We decided to use an old garden shed that we already had. The shed needed some TLC-- rotten trim/damaged floor/ in need of a new roof and infested with field mice! ( seemed like a perfect coop, right?!)

That first picture is a little fuzzy, but there is a large wisteria wrapped around the right side and there are rose bushes and other perennials planted in the front (it was only April, so everything is still dormant). So----- I dug everything up and my husband and son jacked it up onto skids and used a tractor to drag it down the driveway to the new "coop location". We set it up on cinder blocks to keep it off the ground. We pulled off the rotten trim and covered the windows with hardware cloth, then replaced the trim. My hubby repaired the floor and covered it with linoleum, closed in the "barn" doors and installed a regular door on one end. He took out the doors where the lawnmower ramp had been and closed it in, building a "flap" style door at the bottom that lifts up to access the area under the roosts for cleaning.
We insulated the walls with old hot tub covers (thick styrofoam and free!) cut to fit and insulated the ceiling with two thin layers of silver foil backed panels. The Hubby wired electricity for lights inside and out and a heat lamp. (The coop is so well insulated that it stays around 50 degrees all winter with just a 250 watt heat emitter). As for ventilation, there are soffit vents on either end and both windows open for ventilation. We framed in a simple wire covered wall with a wooden door to create an entry and storage area, and Dear Hubby built a really awesome weighted and insulated pop door that lifts with a pulley from the entry side. We added a simple ladder roost that the guineas could "climb" and large plastic bins to catch the droppings underneath. Outside we attached a 10X12 run with a roof line tall enough to walk under-- we used 4X4 posts dug in and cemented, wire over the top and sides and a tarp to cover part of it for shade. We buried wire three feet out from the coop to discourage digging predators.

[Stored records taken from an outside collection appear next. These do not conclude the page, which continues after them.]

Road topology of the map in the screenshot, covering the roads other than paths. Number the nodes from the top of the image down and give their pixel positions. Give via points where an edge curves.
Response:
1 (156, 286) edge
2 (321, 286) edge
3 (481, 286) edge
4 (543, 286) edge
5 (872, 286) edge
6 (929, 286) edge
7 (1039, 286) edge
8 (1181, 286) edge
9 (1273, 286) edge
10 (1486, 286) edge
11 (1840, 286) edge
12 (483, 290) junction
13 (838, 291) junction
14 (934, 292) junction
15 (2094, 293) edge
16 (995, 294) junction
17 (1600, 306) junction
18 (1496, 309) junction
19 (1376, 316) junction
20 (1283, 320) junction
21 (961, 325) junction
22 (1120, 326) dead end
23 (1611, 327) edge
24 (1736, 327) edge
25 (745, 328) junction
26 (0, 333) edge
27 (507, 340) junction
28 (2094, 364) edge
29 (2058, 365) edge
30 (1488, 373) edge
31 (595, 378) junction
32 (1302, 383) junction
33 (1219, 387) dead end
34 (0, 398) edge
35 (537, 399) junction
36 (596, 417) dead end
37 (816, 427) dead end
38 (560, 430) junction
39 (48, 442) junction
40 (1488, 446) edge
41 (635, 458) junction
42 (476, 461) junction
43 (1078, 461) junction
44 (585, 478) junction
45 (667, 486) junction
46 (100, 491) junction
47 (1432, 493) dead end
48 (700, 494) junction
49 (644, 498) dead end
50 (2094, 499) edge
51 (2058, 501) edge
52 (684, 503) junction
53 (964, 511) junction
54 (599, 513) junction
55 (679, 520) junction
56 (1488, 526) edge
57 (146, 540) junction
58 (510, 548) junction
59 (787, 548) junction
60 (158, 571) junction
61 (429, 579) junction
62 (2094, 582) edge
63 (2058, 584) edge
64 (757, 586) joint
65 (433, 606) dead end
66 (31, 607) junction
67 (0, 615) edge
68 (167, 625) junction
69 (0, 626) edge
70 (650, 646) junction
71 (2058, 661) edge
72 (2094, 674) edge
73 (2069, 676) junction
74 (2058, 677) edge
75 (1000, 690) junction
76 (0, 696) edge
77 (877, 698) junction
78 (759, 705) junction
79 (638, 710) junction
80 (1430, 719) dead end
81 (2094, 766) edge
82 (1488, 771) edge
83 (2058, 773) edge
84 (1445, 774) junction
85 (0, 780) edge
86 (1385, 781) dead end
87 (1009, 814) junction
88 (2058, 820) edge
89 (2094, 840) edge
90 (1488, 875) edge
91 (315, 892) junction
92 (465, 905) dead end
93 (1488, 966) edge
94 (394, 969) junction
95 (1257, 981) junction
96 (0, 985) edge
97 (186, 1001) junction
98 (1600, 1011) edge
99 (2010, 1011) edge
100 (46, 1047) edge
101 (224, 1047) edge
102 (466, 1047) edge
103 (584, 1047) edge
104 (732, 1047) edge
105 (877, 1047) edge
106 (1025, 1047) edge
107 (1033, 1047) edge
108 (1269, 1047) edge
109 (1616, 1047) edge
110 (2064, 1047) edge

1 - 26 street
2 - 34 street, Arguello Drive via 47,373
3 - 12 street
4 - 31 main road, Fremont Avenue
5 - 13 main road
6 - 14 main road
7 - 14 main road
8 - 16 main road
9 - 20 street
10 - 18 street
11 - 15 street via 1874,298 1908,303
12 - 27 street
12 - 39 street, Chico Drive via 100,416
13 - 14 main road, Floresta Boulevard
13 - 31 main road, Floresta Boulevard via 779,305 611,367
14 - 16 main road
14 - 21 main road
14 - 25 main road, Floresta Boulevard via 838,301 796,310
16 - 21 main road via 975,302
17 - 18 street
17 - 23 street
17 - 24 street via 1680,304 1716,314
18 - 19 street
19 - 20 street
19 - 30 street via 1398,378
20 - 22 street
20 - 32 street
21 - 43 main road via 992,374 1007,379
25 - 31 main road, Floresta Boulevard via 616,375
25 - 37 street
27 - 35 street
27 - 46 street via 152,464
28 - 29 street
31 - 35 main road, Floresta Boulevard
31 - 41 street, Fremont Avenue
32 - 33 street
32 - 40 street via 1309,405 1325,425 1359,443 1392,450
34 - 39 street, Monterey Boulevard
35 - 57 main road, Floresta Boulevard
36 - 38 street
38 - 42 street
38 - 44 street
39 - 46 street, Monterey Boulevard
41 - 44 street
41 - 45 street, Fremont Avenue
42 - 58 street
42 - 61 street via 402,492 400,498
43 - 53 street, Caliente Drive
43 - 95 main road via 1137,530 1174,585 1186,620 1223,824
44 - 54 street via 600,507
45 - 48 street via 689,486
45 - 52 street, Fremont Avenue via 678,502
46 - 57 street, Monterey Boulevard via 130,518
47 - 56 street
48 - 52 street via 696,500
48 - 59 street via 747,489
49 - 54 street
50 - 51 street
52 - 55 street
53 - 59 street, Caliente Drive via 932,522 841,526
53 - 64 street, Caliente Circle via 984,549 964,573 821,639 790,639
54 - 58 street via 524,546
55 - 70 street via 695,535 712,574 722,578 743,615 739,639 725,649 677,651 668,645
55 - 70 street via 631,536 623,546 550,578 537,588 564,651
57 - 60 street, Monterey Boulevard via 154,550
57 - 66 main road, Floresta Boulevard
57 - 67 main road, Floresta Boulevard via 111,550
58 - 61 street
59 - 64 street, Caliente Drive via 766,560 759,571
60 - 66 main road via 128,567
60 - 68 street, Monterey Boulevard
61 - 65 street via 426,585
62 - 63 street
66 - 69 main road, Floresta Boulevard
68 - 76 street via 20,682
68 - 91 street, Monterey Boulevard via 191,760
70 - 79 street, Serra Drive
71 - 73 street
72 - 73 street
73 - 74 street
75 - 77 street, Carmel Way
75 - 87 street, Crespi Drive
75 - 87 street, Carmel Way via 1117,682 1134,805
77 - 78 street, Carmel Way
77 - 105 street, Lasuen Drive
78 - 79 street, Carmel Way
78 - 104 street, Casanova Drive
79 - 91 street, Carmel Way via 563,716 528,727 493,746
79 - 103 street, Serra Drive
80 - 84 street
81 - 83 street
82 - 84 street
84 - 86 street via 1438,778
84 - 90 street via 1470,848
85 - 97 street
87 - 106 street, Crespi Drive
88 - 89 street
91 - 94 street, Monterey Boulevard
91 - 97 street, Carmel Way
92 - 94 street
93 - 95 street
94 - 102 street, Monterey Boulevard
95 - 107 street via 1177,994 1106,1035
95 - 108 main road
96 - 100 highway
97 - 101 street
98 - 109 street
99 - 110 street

The guineas enjoyed the coop and we enjoyed the guineas-- they liked to admire themselves in the mirror, hang out "chatting" on the roosts, roam around the yard looking for juicy bugs and just relaxing in their run......

And then the REAL fun began...... I went to Agway for feed one morning and discovered Chicken Swaps! I couldn't resist buying three adorable little pullet chicks: a black Australorp, a NH red and a RI red. It was love at first sight, and unlike the guineas, I could cuddle these little babies! The following week I went to another swap and found a sweet little frizzle chick to add to the bunch. I think this is when I morphed into a "crazy chicken lady"........

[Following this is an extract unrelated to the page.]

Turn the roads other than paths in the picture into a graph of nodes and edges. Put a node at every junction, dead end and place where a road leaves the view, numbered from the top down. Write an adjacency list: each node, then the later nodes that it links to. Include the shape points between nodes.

Well those little chicks couldn't live in a dog kennel forever, so I framed in a 5x3 foot section of the entryway, boxed in the electrical hookup and built a roost and ladder-- I used the space under the roost to store buckets of DE, grit and calcium. By now my Hubby was sick of coop modification, so I got a crash course in DIY building!
You may have noticed that the chicks in these pictures aren't the same as those pictured above? Well that is where chicken math began to come into play. WHAT IF I wanted more chickens? You guessed it.....it was time for the guineas to move to a new coop. Just as well, that cute little frizzle that I named Roxanne turned out to be a Rocky and they really picked on him!